**Provided material**
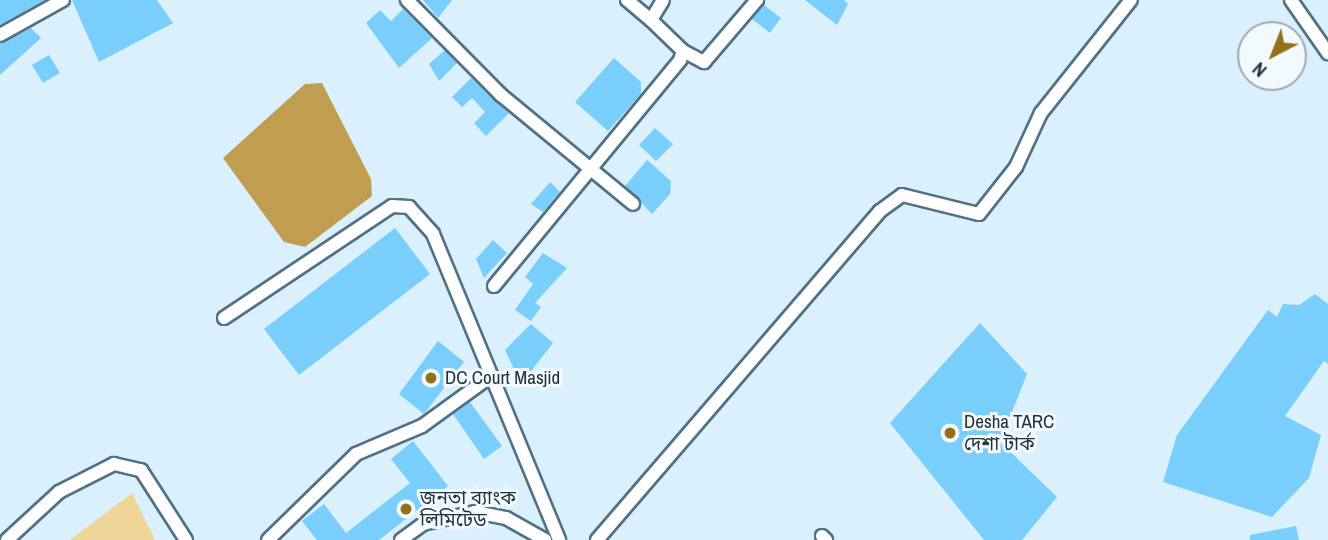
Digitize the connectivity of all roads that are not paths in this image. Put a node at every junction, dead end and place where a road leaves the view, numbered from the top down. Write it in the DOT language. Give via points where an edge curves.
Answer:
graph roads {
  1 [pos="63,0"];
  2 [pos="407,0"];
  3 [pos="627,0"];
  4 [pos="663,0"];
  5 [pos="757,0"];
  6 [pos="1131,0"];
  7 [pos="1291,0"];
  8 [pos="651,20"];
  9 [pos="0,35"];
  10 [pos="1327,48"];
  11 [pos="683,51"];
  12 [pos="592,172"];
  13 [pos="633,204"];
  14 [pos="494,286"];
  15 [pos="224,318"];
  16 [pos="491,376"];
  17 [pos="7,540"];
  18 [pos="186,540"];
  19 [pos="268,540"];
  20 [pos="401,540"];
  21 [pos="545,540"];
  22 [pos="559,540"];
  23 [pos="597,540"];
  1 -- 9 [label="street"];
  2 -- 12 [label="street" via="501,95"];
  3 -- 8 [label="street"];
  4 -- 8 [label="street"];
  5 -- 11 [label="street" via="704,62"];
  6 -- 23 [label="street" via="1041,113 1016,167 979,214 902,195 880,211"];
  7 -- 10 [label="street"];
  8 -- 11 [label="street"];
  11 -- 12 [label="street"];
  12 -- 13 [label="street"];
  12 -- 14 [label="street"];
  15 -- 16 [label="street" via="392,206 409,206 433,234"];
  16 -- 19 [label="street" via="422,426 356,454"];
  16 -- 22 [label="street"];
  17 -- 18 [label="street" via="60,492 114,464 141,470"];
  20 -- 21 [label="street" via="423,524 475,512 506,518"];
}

---

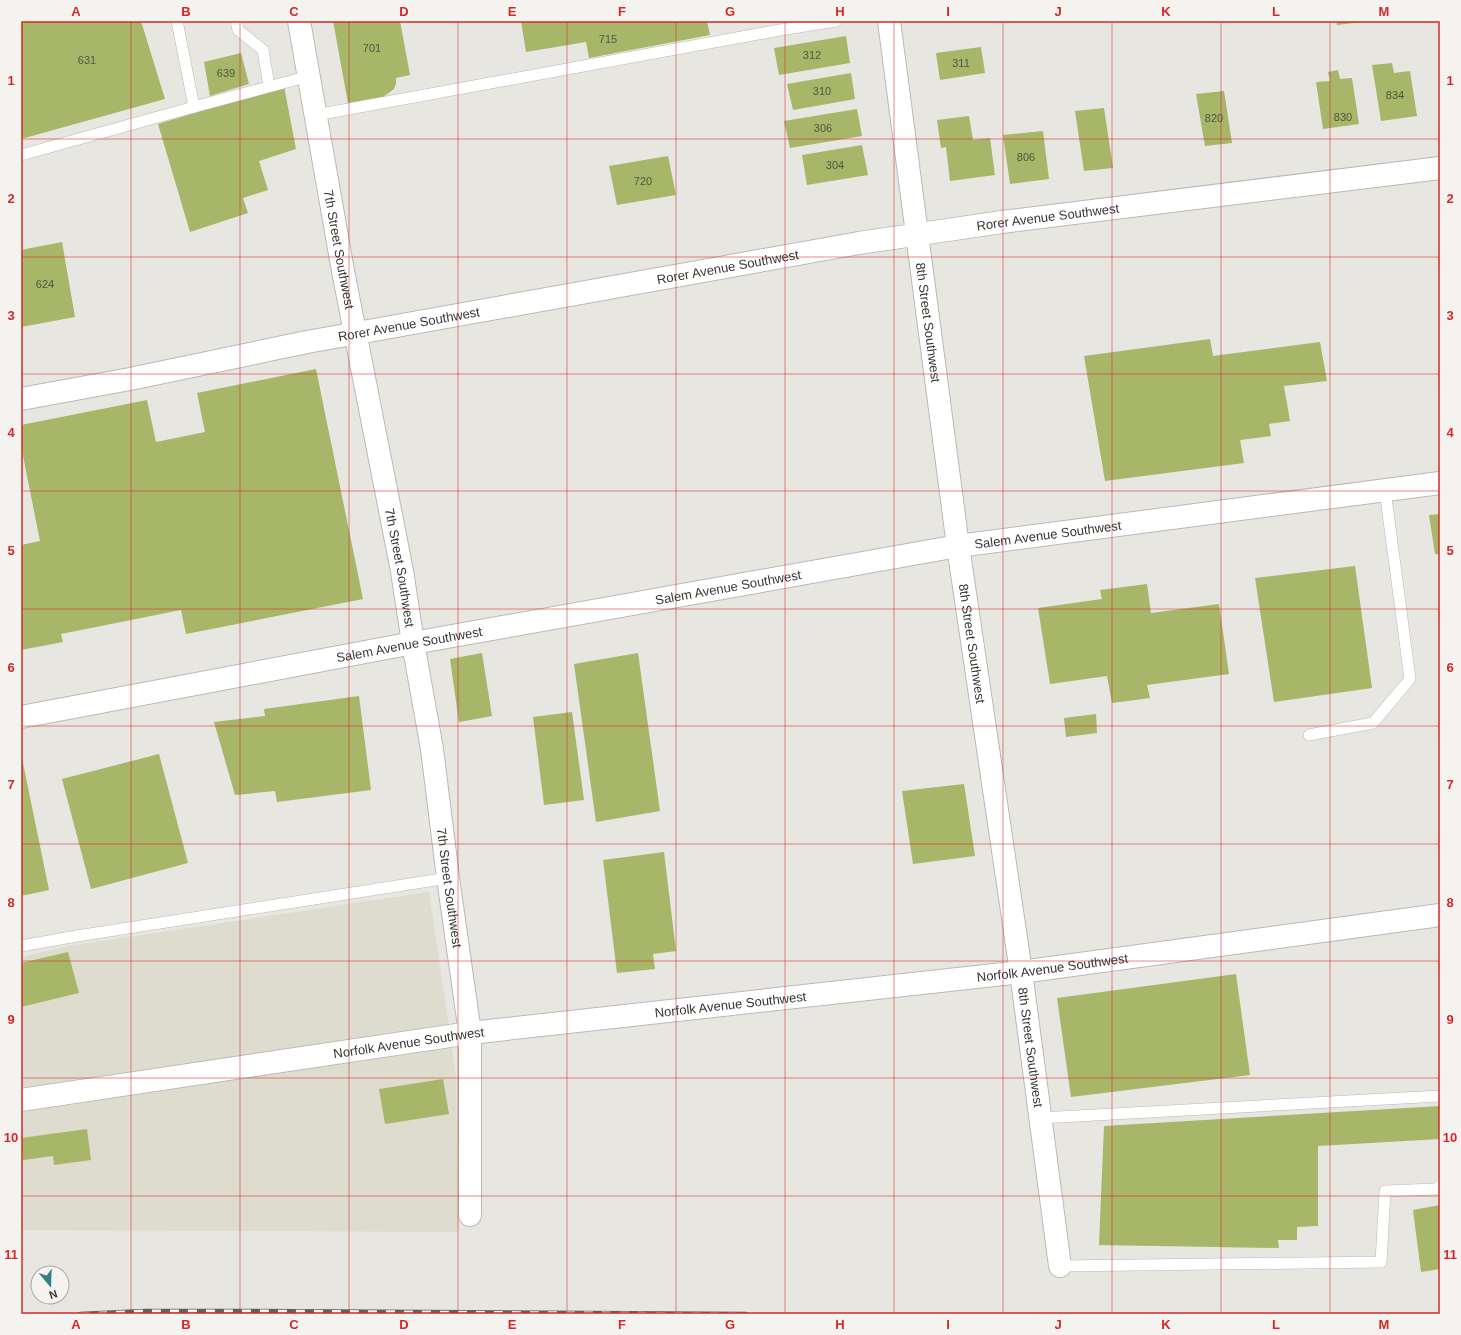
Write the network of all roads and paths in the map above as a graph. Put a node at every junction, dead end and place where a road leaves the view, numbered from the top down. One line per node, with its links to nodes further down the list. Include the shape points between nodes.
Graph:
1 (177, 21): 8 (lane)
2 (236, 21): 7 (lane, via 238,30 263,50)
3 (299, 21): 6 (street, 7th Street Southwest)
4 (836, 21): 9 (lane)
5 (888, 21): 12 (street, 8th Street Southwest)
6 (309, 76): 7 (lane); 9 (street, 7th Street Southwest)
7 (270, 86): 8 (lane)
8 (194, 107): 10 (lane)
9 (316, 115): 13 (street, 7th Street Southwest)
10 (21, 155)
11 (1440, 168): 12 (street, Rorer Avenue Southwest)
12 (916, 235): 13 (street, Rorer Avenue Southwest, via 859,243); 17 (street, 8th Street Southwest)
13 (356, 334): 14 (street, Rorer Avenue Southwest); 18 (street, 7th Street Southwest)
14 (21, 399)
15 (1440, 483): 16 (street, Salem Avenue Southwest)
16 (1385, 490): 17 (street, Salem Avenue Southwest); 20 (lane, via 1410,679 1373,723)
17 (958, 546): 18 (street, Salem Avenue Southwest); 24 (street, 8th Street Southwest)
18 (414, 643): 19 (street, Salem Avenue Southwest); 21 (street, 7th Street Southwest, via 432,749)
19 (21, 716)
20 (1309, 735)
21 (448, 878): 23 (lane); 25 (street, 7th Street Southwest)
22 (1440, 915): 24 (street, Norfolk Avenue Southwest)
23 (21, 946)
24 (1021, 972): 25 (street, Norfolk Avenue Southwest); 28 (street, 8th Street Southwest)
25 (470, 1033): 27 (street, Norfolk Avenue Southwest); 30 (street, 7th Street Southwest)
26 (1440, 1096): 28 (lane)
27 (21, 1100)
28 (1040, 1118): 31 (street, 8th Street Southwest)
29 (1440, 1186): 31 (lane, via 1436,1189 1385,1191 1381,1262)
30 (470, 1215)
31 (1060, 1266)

---

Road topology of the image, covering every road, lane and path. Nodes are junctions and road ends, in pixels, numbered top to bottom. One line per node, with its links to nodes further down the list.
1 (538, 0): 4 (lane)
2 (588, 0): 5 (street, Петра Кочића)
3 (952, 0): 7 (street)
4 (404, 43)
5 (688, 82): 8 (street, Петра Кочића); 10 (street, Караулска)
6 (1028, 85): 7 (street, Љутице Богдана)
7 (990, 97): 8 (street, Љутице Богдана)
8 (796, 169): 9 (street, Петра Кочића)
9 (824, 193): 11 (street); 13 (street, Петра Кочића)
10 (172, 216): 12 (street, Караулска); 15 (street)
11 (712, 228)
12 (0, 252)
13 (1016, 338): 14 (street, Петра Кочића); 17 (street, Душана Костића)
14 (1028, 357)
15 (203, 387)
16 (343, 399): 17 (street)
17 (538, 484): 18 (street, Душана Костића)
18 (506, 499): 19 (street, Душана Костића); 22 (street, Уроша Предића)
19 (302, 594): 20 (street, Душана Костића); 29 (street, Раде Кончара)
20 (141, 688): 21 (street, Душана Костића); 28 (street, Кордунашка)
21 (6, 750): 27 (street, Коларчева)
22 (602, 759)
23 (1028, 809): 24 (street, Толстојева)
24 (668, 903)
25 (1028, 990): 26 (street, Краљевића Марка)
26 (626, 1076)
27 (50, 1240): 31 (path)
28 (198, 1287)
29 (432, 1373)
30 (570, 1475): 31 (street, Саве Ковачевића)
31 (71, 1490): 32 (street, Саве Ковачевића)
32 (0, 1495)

**What to do**
This exercise requires the lines of the entries containing the string "view".

**Task response**
Digitize the connectivity of all roads that are not paths in this image. Put a node at every junction, dead end and place where a road leaves the view, numbered from the top down. Write it in the DOT language. Give via points where an edge curves.
Write the network of all roads and paths in the map above as a graph. Put a node at every junction, dead end and place where a road leaves the view, numbered from the top down. One line per node, with its links to nodes further down the list. Include the shape points between nodes.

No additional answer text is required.